On 9/19/12 5:23 PM, Scott Ritchie wrote:
So, I believe I have a legitimate use case for ignoring this, and want
to know what sort of patch would go forward.


Imagine a distro package containing a Windows game in the form of a
read-only copy of an installed prefix (into, say, /opt).  When the user
launches the app (via desktop file) this in turn launches a script that
does the following:

1) Makes a temporary folder
2) Sets up a unionfs-fuse copy-on-write mount between ~/.appname and the
read-only packaged prefix in /opt, mounted in the temporary folder
3) Runs the app with WINEPREFIX= the temp folder
4) When the app is finished, unmounts the temp folder

This all works quite fine: new (or modified) files within the prefix get
stored in ~/.appname, to be restored the next time the user runs the
app.  Distinct users can run the app simultaneously, as they each have
their own prefix.  Excess file-copying is avoided, as only the
user-modified files need to be stored in the home folders.

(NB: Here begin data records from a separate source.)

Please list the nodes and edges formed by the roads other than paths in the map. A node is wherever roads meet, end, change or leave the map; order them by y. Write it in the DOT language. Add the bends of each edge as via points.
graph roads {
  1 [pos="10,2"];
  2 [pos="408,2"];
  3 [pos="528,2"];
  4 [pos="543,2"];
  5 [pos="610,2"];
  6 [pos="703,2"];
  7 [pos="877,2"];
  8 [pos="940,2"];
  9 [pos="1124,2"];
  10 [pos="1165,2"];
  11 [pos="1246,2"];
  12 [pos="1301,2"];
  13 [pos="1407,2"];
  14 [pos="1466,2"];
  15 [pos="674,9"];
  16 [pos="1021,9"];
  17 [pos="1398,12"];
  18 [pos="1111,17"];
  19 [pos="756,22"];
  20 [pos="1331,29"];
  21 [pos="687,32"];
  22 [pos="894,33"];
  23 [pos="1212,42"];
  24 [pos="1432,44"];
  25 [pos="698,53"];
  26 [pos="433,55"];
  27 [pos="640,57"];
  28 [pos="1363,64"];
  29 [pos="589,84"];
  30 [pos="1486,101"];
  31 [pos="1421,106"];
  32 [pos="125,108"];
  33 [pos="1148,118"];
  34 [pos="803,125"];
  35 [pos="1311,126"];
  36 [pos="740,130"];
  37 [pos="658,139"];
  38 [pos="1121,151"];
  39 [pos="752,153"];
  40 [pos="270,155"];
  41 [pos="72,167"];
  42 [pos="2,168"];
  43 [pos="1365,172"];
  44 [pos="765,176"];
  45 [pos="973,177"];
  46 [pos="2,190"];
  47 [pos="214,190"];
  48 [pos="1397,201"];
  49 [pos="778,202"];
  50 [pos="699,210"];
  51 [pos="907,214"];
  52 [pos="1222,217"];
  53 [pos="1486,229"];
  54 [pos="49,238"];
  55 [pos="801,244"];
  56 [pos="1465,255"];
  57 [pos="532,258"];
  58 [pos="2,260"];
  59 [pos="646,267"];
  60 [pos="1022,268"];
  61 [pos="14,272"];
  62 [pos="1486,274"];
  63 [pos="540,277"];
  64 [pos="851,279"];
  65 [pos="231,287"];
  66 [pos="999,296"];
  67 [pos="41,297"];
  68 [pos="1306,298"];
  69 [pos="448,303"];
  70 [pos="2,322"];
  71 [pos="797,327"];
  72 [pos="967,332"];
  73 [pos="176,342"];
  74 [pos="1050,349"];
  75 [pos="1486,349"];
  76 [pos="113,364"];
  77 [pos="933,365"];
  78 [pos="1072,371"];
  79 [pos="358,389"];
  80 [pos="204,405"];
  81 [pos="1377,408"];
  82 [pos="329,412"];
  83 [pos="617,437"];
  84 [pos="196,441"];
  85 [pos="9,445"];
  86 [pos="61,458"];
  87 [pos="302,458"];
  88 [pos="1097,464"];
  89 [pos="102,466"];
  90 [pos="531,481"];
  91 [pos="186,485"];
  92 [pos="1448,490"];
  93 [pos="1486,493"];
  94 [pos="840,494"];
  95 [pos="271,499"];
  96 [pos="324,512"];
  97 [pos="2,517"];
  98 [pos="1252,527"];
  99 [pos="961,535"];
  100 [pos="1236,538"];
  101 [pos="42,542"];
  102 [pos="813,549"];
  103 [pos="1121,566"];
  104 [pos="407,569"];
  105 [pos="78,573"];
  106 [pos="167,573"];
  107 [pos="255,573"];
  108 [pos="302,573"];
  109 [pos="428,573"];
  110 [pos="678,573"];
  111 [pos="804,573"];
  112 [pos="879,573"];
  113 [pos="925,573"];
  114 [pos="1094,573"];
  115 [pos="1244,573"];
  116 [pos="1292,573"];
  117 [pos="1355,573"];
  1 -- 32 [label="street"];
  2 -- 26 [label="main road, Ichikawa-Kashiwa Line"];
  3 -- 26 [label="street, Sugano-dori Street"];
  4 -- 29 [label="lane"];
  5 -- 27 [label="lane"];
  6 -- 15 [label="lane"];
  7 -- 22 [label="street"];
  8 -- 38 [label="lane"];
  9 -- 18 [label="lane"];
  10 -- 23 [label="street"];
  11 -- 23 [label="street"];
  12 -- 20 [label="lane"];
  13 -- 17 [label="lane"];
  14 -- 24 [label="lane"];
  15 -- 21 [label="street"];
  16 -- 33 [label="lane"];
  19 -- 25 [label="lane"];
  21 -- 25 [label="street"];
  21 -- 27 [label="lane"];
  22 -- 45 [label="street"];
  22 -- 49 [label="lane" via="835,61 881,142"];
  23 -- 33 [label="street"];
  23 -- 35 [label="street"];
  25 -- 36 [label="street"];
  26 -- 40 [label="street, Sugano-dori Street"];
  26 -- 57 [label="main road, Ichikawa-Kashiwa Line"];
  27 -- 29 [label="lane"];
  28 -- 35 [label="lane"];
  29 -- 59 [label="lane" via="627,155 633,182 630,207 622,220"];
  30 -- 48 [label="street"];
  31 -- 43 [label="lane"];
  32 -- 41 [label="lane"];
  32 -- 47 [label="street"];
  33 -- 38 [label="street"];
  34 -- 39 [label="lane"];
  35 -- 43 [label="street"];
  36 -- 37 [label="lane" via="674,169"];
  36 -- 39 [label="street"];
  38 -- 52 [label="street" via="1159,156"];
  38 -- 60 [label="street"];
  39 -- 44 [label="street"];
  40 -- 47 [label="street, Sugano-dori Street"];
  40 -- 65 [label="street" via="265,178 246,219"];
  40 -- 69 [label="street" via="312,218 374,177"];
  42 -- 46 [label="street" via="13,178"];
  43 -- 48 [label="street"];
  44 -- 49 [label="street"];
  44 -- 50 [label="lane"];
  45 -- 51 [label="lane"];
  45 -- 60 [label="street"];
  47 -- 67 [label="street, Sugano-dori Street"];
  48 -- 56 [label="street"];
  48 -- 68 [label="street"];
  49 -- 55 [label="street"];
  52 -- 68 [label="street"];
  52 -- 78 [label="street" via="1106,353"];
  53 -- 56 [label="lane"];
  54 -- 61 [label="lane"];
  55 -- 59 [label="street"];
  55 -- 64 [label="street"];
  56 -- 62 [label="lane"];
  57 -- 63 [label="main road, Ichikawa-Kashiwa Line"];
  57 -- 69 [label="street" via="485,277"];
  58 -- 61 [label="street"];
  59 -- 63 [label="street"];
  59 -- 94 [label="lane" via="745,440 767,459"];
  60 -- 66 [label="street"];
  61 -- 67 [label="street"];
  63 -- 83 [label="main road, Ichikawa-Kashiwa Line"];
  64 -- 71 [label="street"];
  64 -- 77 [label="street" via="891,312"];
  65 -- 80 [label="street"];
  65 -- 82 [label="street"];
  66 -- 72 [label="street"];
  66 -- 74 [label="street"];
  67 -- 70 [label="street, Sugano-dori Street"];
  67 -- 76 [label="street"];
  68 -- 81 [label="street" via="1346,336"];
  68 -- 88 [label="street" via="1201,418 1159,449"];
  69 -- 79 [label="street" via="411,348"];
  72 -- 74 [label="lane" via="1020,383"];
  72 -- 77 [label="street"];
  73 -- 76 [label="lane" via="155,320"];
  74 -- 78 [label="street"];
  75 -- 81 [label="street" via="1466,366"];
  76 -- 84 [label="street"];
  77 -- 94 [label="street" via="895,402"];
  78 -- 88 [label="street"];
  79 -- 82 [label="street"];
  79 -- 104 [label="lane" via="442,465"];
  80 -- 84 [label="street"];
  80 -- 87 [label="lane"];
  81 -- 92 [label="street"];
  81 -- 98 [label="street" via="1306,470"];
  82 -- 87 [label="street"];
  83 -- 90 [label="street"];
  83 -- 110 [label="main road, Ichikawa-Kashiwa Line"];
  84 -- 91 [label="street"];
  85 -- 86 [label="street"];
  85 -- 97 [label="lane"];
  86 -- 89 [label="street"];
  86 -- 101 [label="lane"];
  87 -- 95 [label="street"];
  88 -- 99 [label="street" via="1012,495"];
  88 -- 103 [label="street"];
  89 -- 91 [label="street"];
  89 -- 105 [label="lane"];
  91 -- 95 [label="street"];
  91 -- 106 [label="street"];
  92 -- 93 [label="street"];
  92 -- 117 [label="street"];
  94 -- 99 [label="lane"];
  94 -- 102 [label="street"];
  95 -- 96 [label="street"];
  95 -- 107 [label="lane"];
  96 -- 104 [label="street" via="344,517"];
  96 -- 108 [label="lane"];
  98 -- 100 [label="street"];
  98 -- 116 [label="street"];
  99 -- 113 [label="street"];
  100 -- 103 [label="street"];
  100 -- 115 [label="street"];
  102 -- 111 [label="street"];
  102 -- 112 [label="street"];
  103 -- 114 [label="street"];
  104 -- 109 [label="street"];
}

There is one major snag, however: unionfs displays the owner as root
until the user has modified/copied it.  This means Wine refuses to
launch as the user with the "root-owned" prefix.  Simply commenting out
this part of the code makes Wine work fine, however I'd like to be able
to have a proper solution.


I have found a better solution: you can use standard FUSE options to mask the true owner such that it is always presented as the mounting user, even if the file is untouched.